Ok, try to get out of the totally shallow end of the pool, but then so much of this blog is about body image. And then there is my own not-terribly-serious consideration of abdominal plastic surgery to take up the slack left from my weight loss. As I warned you, having my hysterectomy has brought my focus so strongly back to my tum, but I've been leery to get into discussions of it because, well, it's a very personal area. And I haven't got a lot of time today, I'm hopefully off to an OA retreat for the weekend as soon as Fuzz can pick me up.

But it's so interesting to me! Guess this is literally navel gazing. I'm still pretty swollen in the lower abdomen, making an area I've been always too aware of more prominent. One of the last things to go is the swelling after the operation. After 3 weeks of flannel pj pants, I tried on a pair of my jeans, not my smallest ones, this morning and they fit, but they looked pretty strange over the bulge. And then I realized that they also were uncomfortable. So back into the pj's and I have some nice loose palazzo pants for the weekend.

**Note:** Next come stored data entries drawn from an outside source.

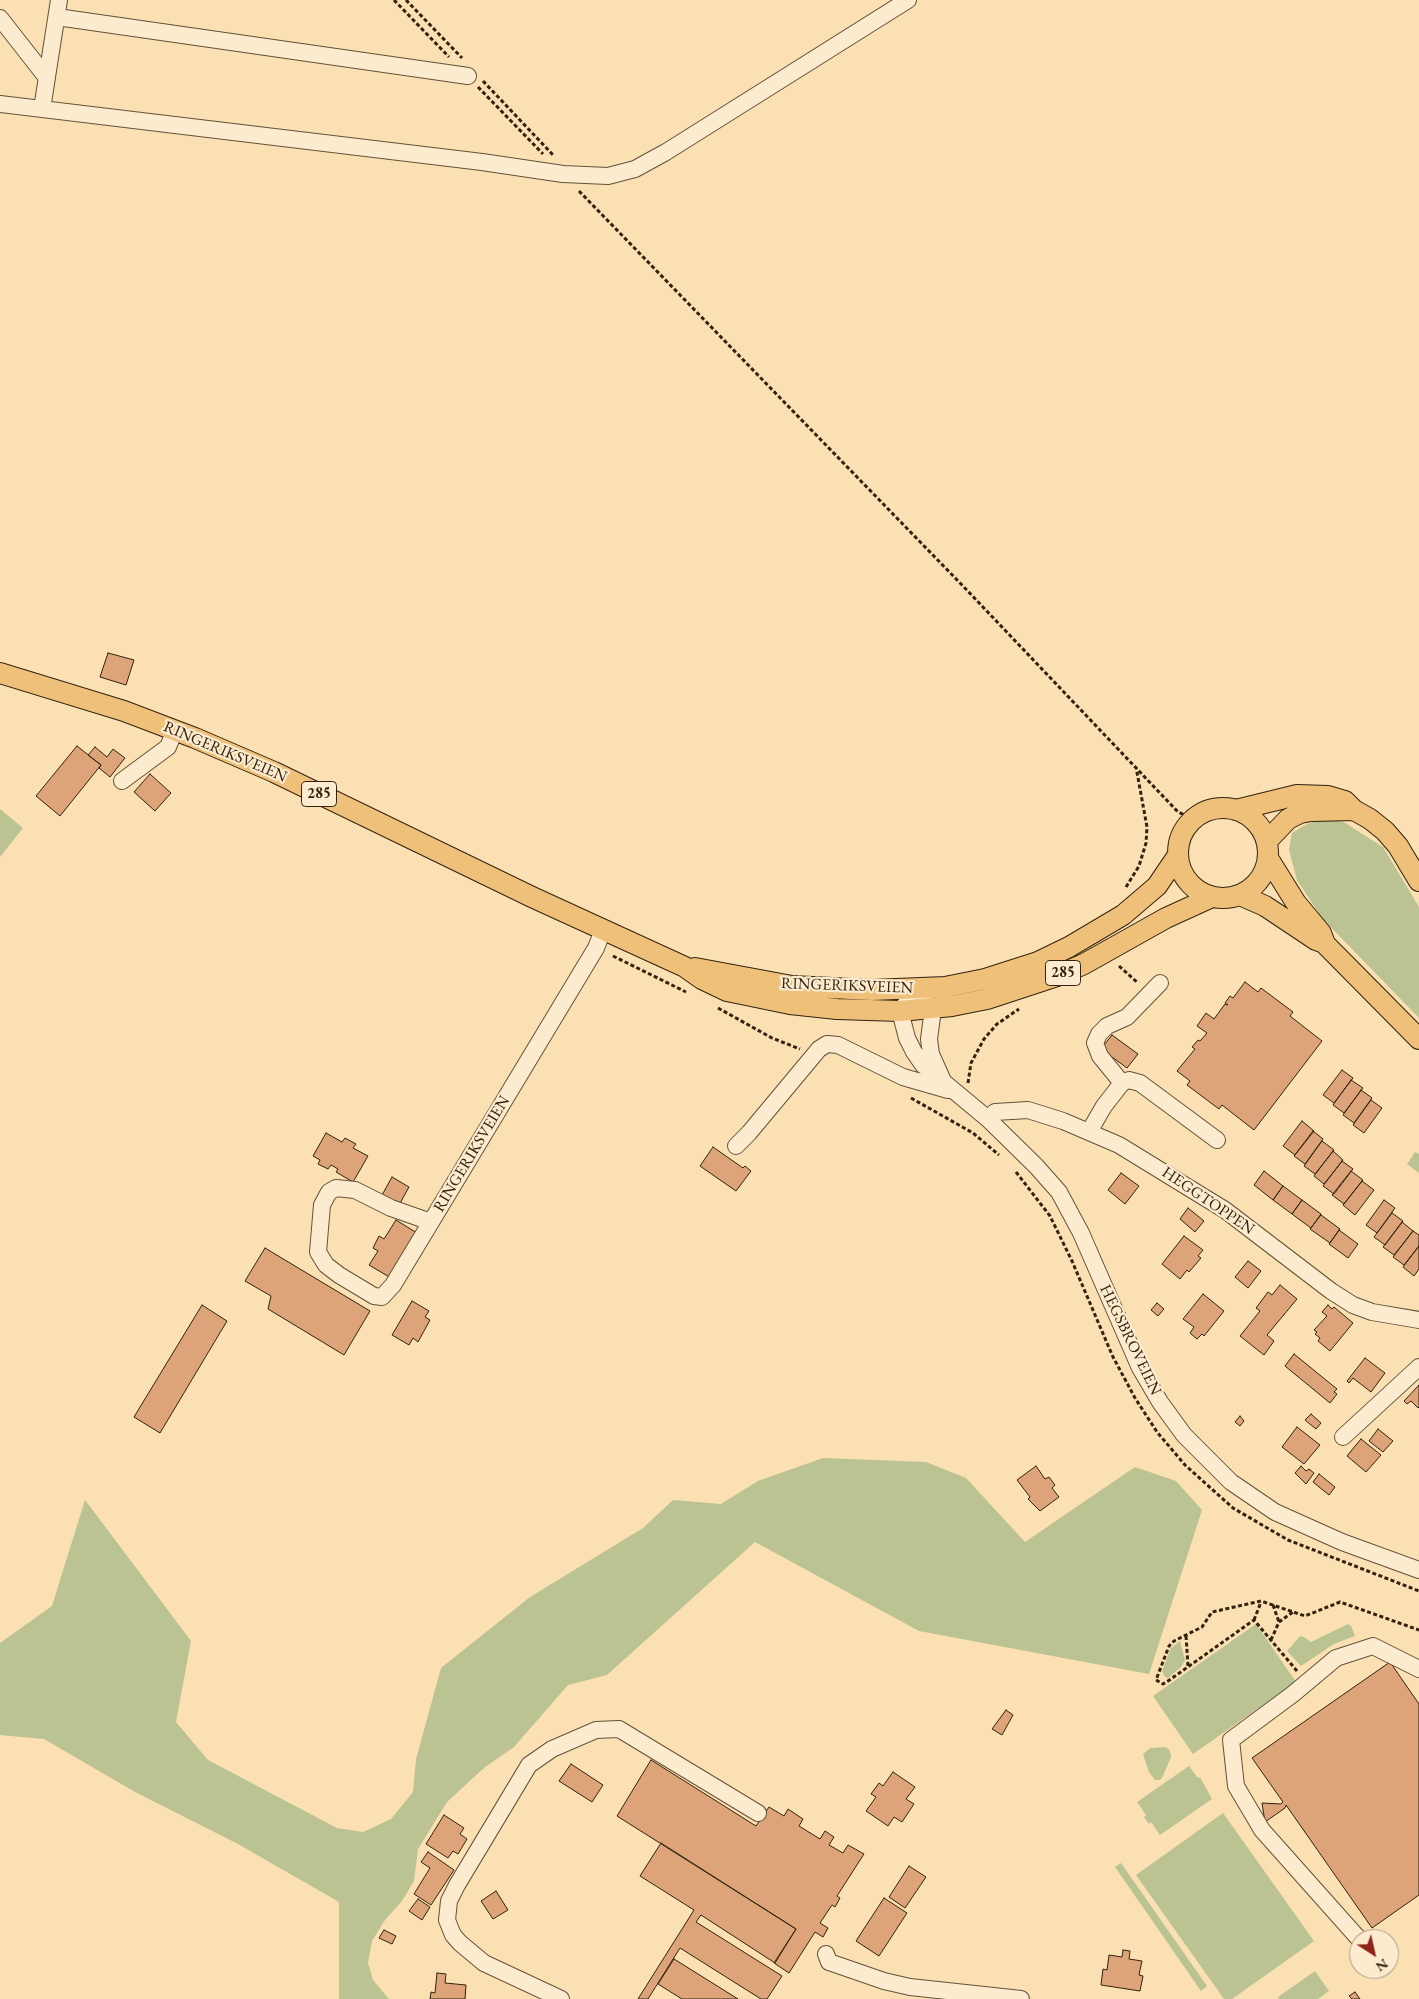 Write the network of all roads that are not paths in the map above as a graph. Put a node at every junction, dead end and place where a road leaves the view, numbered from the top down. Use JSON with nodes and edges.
{"nodes":[{"id":1,"x":59,"y":0,"type":"edge"},
{"id":2,"x":908,"y":0,"type":"edge"},
{"id":3,"x":56,"y":17,"type":"junction"},
{"id":4,"x":0,"y":18,"type":"edge"},
{"id":5,"x":471,"y":72,"type":"road end"},
{"id":6,"x":47,"y":78,"type":"junction"},
{"id":7,"x":0,"y":104,"type":"edge"},
{"id":8,"x":42,"y":109,"type":"junction"},
{"id":9,"x":0,"y":673,"type":"edge"},
{"id":10,"x":175,"y":730,"type":"junction"},
{"id":11,"x":122,"y":781,"type":"dead end"},
{"id":12,"x":1236,"y":810,"type":"junction"},
{"id":13,"x":1354,"y":810,"type":"junction"},
{"id":14,"x":1268,"y":850,"type":"junction"},
{"id":15,"x":1178,"y":855,"type":"junction"},
{"id":16,"x":1419,"y":881,"type":"edge"},
{"id":17,"x":1240,"y":895,"type":"junction"},
{"id":18,"x":1212,"y":897,"type":"junction"},
{"id":19,"x":599,"y":939,"type":"junction"},
{"id":20,"x":1326,"y":944,"type":"junction"},
{"id":21,"x":685,"y":967,"type":"junction"},
{"id":22,"x":1154,"y":989,"type":"road end"},
{"id":23,"x":916,"y":990,"type":"junction"},
{"id":24,"x":933,"y":1009,"type":"junction"},
{"id":25,"x":900,"y":1011,"type":"junction"},
{"id":26,"x":1419,"y":1039,"type":"edge"},
{"id":27,"x":1122,"y":1083,"type":"junction"},
{"id":28,"x":948,"y":1086,"type":"junction"},
{"id":29,"x":988,"y":1119,"type":"junction"},
{"id":30,"x":1089,"y":1132,"type":"junction"},
{"id":31,"x":1217,"y":1140,"type":"dead end"},
{"id":32,"x":736,"y":1146,"type":"dead end"},
{"id":33,"x":431,"y":1222,"type":"junction"},
{"id":34,"x":1419,"y":1320,"type":"edge"},
{"id":35,"x":1419,"y":1367,"type":"edge"},
{"id":36,"x":1343,"y":1437,"type":"dead end"},
{"id":37,"x":1419,"y":1570,"type":"edge"},
{"id":38,"x":1419,"y":1668,"type":"edge"},
{"id":39,"x":758,"y":1813,"type":"dead end"},
{"id":40,"x":1350,"y":1929,"type":"edge"},
{"id":41,"x":826,"y":1954,"type":"dead end"},
{"id":42,"x":946,"y":1995,"type":"edge"},
{"id":43,"x":562,"y":1999,"type":"edge"},
{"id":44,"x":1021,"y":1999,"type":"edge"}],
"edges":[{"from":1,"to":3,"type":"street"},
{"from":2,"to":8,"type":"street"},
{"from":3,"to":5,"type":"street"},
{"from":3,"to":6,"type":"street"},
{"from":4,"to":6,"type":"street"},
{"from":6,"to":8,"type":"street"},
{"from":7,"to":8,"type":"street"},
{"from":9,"to":10,"type":"main road","name":"RINGERIKSVEIEN","number":"285"},
{"from":10,"to":11,"type":"street"},
{"from":10,"to":19,"type":"main road","name":"RINGERIKSVEIEN","number":"285"},
{"from":12,"to":13,"type":"main road"},
{"from":12,"to":14,"type":"main road","number":"285"},
{"from":12,"to":15,"type":"main road","number":"285"},
{"from":13,"to":14,"type":"main road"},
{"from":13,"to":16,"type":"main road"},
{"from":14,"to":17,"type":"main road"},
{"from":14,"to":20,"type":"main road","number":"285"},
{"from":15,"to":18,"type":"main road"},
{"from":15,"to":23,"type":"main road","name":"RINGERIKSVEIEN","number":"285"},
{"from":17,"to":18,"type":"main road","number":"285"},
{"from":17,"to":20,"type":"main road","number":"285"},
{"from":18,"to":24,"type":"main road","name":"RINGERIKSVEIEN","number":"285"},
{"from":19,"to":21,"type":"main road","name":"RINGERIKSVEIEN","number":"285"},
{"from":19,"to":33,"type":"street","name":"RINGERIKSVEIEN"},
{"from":20,"to":26,"type":"main road","number":"285"},
{"from":21,"to":23,"type":"main road","name":"RINGERIKSVEIEN","number":"285"},
{"from":21,"to":25,"type":"main road","name":"RINGERIKSVEIEN","number":"285"},
{"from":22,"to":27,"type":"street"},
{"from":23,"to":24,"type":"street"},
{"from":23,"to":25,"type":"street"},
{"from":24,"to":25,"type":"main road","name":"RINGERIKSVEIEN","number":"285"},
{"from":24,"to":28,"type":"street","name":"HEGSBROVEIEN"},
{"from":25,"to":28,"type":"street","name":"HEGSBROVEIEN"},
{"from":27,"to":30,"type":"street"},
{"from":27,"to":31,"type":"street"},
{"from":28,"to":29,"type":"street","name":"HEGSBROVEIEN"},
{"from":28,"to":32,"type":"street"},
{"from":29,"to":30,"type":"street","name":"HEGGTOPPEN"},
{"from":29,"to":37,"type":"street","name":"HEGSBROVEIEN"},
{"from":30,"to":34,"type":"street","name":"HEGGTOPPEN"},
{"from":33,"to":33,"type":"street","name":"RINGERIKSVEIEN"},
{"from":35,"to":36,"type":"street"},
{"from":38,"to":40,"type":"street"},
{"from":39,"to":43,"type":"street"},
{"from":41,"to":42,"type":"street"},
{"from":42,"to":44,"type":"street"}]}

But I've got this skin, you see. It makes a flap (feels like a big one right now) at the bottom of my abdomen. Some people who lose a lot of weight have such a big one it causes problems with walking or chafes, so they have actual reason to have it surgically altered. I don't have those problems so it would be strictly vanity, unless, and this is unlikely, it interferes with the healing of the incision from my recent operation. Besides, if I did change that bit, then wouldn't I be tempted to take on other formerly fat but now deflated, saggy bits of my body? At my age, that could be unending, and then, voila, Joan Rivers! On my better days, I try to view the sags as battle scars from my war with a life threatening disease, which is entirely true. But oh God, it's not always easy to keep my head up high with those young perky 20 somethings in the change room at the gym!

Right now I just hope the swelling goes down and I get back into my pants comfortably some day. Patience. Crap.

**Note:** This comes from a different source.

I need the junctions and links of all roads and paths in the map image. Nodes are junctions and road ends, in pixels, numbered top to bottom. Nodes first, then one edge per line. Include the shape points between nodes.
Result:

In another surreal turn of events, my 68 year old mother-in-law has developed a passion for digital photography to go along with the computer we bought her a few years back. That she went from luddite to websurfer at her age is cool, but now she has learned how to airbrush her photos. Last month she gave me a picture of our 16 year old nephew, and then pointed out how she airbrushed out some of his blemishes, and more strangely, his fledgling teenager moustache, of which she disproves. Now his upper lip is looking like a baby's bottom. Et tu, Maxine!!!




1.3.06

Diet Books Make me Crazy

My name is Maggie and I used to be hooked on diet books. I haven’t actually bought one in years, which is good because I would be much poorer than I already am. Have you seen how huge the diet section is in bookstores now? Or maybe they call it “Eating for Wellness” “Healthy Lifestyles” or some such other euphemism except for what it is, the same old thing it was in the 1980's, the first time Atkins went around the dog track: “Promises of Magic Cures for Your Food”. Still, from time to time I lapse and wander through the section, cafĂ© americano in hand, and scan the shelves.

More and more I get irritated after a few minutes and move on. One of the books that has been ticking me off is French Women Don’t Get Fat by Mireille Guiliano. That title is such a load of, well, merde de taureau. I loved the New Yorker cartoon last spring that showed gendarmes in Paris loading fat women into a paddywagon in the predawn hours. I’m not arguing that the rate of obesity among the french may be lower than in the country of the drive-thru, but no fat women? I don’t think so, and neither does the French government, as is evidenced by this poster:









The large print can be roughly translated as “Obesity kills, do you always find this really funny? Obesity is a serious illness that kills 55,000 people each year. It is not a fault or a flaw, much less a joke.”








You may not see many obese women strolling in the 16me arrondissement in Paris, but then I don’t remember seeing many while walking around the chi chi poo poo upper east side of New York, unless I counted myself. On Fulton Street in Brooklyn, it was a different matter. Issues of class and obesity aside, obese people are often very skilled in hiding.